Use Psalm 23 For Sleeping and Waking

by | Mar 21, 2020 | Sermons

Use Psalm 23 for stillness and peace.

Use Psalm 23 to arrive beside still waters even amid the turbulence of life.

Since we do not gather in church these days to reduce risks of coronavirus infection, I offer this sermon to augment worship at home in solitude or with your family. Psalm 23 is one of the Revised Common Lectionary texts for March 22, 2020. I delivered this sermon 12 years ago at Westminster Presbyterian Church in Rome, Georgia.

The Lord is my shepherd, I shall not want.
He makes me lie down in green pastures; he leads me beside still waters;
he restores my soul. He leads me in right paths for his name’s sake.
Even though I walk through the darkest valley, I fear no evil; for you are with me; your rod and your staff— they comfort me.
You prepare a table before me in the presence of my enemies; you anoint my head with oil; my cup overflows.
Surely goodness and mercy shall follow me all the days of my life, and I shall dwell in the house of the Lord my whole life long (Psalm 23).

More than any other, Psalm 23 lives beyond the pages of the Bible and in our daily lives.  Many of us learned it as children in Sunday School.  We see it framed in calligraphy or needlepoint in our homes or those of neighbors, family, and friends.  We cherish this psalm above all.

Among other reasons to love Psalm 23, we find it useful.  It comforts us with its simple, lyrical sound and its images of green pastures, still waters, a dinner fit for royalty, a soothing scalp massage, a VIP suite permanently reserved at God’s own palatial mansion.  When we need comfort in a fitful night, many of us recite this psalm over and over until it overtakes our worries and eases us to sleep.

Use it for sleep.  Sleep after all requires faith.  It takes trust in a power greater than ourselves, a power that cares. We let consciousness go and lie there in perfect vulnerability in the darkest third of each daily cycle.  What better entry into that daily sacred ritual of faith than this psalm of trust?

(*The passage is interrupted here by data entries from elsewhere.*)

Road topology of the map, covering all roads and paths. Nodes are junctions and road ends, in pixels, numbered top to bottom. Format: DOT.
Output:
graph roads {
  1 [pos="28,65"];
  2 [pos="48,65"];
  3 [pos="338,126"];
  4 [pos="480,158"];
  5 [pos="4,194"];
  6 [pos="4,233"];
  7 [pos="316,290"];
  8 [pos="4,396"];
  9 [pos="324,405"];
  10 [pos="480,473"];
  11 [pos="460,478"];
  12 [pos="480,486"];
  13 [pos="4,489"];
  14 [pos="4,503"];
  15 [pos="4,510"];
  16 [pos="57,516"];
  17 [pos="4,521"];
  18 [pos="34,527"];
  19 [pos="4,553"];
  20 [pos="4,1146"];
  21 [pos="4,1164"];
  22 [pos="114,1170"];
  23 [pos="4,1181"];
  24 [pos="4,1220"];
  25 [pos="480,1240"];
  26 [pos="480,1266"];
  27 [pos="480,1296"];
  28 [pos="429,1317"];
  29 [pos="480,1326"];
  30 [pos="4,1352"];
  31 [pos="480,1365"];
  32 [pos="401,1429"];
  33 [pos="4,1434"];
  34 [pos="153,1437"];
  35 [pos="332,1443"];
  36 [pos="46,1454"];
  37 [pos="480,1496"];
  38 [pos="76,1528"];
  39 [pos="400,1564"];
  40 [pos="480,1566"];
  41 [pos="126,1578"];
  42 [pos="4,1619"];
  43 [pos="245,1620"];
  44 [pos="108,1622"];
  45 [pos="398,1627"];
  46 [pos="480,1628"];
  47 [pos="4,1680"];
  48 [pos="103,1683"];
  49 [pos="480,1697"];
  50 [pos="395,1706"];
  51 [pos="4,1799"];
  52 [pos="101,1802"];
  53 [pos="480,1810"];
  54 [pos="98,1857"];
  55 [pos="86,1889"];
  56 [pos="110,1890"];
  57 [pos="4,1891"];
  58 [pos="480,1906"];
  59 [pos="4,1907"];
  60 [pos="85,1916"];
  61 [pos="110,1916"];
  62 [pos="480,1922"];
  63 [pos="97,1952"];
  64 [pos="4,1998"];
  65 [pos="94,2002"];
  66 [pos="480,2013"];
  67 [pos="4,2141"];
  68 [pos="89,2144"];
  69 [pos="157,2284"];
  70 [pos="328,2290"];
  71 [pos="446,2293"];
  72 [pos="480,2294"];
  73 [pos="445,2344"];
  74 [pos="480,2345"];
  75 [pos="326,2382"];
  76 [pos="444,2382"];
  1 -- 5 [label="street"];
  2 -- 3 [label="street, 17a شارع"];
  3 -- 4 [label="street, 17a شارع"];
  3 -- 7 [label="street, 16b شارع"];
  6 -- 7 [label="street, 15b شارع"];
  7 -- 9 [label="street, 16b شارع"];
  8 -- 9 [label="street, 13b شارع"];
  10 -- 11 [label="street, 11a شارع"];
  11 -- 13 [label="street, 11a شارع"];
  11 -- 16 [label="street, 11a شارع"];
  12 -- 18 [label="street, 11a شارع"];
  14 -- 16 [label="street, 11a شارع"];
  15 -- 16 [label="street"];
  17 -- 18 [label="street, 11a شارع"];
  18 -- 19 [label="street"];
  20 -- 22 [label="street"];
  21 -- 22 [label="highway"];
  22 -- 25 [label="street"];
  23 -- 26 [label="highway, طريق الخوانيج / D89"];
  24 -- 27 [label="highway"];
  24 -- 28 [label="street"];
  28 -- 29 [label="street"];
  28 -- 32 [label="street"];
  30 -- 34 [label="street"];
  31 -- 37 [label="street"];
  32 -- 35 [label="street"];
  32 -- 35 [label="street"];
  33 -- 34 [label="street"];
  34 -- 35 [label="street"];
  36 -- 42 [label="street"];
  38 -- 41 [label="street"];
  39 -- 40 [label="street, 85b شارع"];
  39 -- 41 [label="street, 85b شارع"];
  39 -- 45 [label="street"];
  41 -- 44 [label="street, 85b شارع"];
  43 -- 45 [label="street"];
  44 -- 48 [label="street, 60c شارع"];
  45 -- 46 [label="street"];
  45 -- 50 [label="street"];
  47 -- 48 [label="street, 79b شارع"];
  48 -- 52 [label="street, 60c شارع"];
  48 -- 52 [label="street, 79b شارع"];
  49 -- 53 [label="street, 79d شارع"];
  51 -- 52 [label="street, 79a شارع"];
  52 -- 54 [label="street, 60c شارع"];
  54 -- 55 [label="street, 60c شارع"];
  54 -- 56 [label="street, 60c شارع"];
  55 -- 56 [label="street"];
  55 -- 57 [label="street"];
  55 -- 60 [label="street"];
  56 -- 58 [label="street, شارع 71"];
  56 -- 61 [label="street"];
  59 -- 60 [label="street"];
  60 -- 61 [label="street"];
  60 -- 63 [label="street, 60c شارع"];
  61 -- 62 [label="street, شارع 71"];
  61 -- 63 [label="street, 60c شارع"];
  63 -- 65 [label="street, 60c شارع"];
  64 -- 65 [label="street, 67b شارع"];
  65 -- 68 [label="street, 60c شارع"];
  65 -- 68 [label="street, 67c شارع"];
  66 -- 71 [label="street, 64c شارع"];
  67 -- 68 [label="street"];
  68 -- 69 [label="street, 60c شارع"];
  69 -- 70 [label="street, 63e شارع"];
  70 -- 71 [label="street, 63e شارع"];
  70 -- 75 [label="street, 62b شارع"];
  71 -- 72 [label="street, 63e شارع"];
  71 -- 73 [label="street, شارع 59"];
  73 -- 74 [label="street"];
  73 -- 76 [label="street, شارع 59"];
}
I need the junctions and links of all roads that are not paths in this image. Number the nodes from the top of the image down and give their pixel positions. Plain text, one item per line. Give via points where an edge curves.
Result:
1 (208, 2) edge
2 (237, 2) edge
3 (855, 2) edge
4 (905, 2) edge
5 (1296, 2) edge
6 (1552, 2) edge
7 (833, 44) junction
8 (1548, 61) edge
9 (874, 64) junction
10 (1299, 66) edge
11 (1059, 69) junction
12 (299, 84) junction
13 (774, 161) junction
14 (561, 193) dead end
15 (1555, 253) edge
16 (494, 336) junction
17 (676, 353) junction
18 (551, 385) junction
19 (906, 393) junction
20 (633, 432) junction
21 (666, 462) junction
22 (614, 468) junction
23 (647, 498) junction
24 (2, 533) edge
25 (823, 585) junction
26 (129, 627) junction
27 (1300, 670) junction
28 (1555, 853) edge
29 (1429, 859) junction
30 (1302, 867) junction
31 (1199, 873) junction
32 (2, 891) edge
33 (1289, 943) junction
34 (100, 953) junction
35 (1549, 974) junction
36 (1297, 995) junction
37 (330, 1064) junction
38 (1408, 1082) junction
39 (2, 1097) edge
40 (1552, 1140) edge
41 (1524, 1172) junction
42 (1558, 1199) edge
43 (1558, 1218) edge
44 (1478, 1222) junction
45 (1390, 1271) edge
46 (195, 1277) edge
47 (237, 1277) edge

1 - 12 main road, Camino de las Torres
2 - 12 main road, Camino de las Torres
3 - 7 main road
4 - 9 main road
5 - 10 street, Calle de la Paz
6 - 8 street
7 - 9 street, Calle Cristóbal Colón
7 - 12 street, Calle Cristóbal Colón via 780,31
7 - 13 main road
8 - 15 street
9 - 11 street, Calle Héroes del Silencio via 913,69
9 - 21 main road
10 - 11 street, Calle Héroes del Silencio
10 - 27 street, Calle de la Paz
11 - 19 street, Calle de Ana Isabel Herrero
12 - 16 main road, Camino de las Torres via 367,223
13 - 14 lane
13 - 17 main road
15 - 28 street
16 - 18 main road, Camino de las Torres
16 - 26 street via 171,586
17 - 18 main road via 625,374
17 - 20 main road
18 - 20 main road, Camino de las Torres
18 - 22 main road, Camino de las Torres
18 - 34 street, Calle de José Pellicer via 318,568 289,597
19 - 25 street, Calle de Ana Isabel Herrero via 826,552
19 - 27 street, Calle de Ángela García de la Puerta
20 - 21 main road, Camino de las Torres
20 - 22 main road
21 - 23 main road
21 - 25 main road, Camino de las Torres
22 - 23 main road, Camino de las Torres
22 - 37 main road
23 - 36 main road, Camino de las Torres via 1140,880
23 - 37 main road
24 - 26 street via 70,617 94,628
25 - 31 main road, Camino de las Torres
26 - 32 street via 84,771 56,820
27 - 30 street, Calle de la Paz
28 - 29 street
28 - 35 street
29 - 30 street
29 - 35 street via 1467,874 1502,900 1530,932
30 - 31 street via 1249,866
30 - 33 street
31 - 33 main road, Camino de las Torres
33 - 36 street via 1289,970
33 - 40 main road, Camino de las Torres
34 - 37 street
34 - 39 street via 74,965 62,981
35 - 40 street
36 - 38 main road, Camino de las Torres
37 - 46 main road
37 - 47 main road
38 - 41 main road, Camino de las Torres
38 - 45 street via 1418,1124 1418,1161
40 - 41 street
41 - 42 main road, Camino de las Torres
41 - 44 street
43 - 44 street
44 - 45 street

Yet, Psalm 23 also has great practical power for the waking two thirds of each day, and for those active hours I doubt many of us use it to its fullest potential.  Sometimes I suspect that its familiarity there on the kitchen wall may make us blind to it, dumb to its challenge, removed from its reach.

Like the deer at Berry College where I work who are more accustomed than most to humans, we let this and many other Bible passages just so near, then we run.  We run for good reason because when a Bible passage grabs us it may soothe us, but it also may shake us.  It forms us like a potter shaping clay.  Like any other creature, we recoil from such power, the threat of such change.

We can choose to risk letting this psalm that comforts us also challenge us.  We can let this psalm that helps us sleep also wake us up and make us new.  If you do not want Psalm 23 to do that, recite it under your breath, but do not think about it much. Enjoy the reverie of resting in green pastures.  But God calls you to let the psalm grab you and form you. For in the end it offers a fullness of life greater than dreams and a deepness of peace greater than sleep.

The LORD is my shepherd.

More than a sea’s parting or a flaming chariot swooping a prophet into heaven or an itinerant peasant healing the blind, God’s care for us is a miracle.  God does not have to care. It strains credulity to imagine why the One who separated light from darkness, engineered natural intricacies like photosynthesis, and generally constructed order out of chaos would bother with us selfish, distractible, quixotic human beings.

Some philosophers made brilliant attempts to prove the existence of a supreme being. Yet, none came close to making a case for the existence of a supreme being who cares.  Nature, in which the fittest survive at the expense of the weak, does not offer unequivocal witness to a caring creator.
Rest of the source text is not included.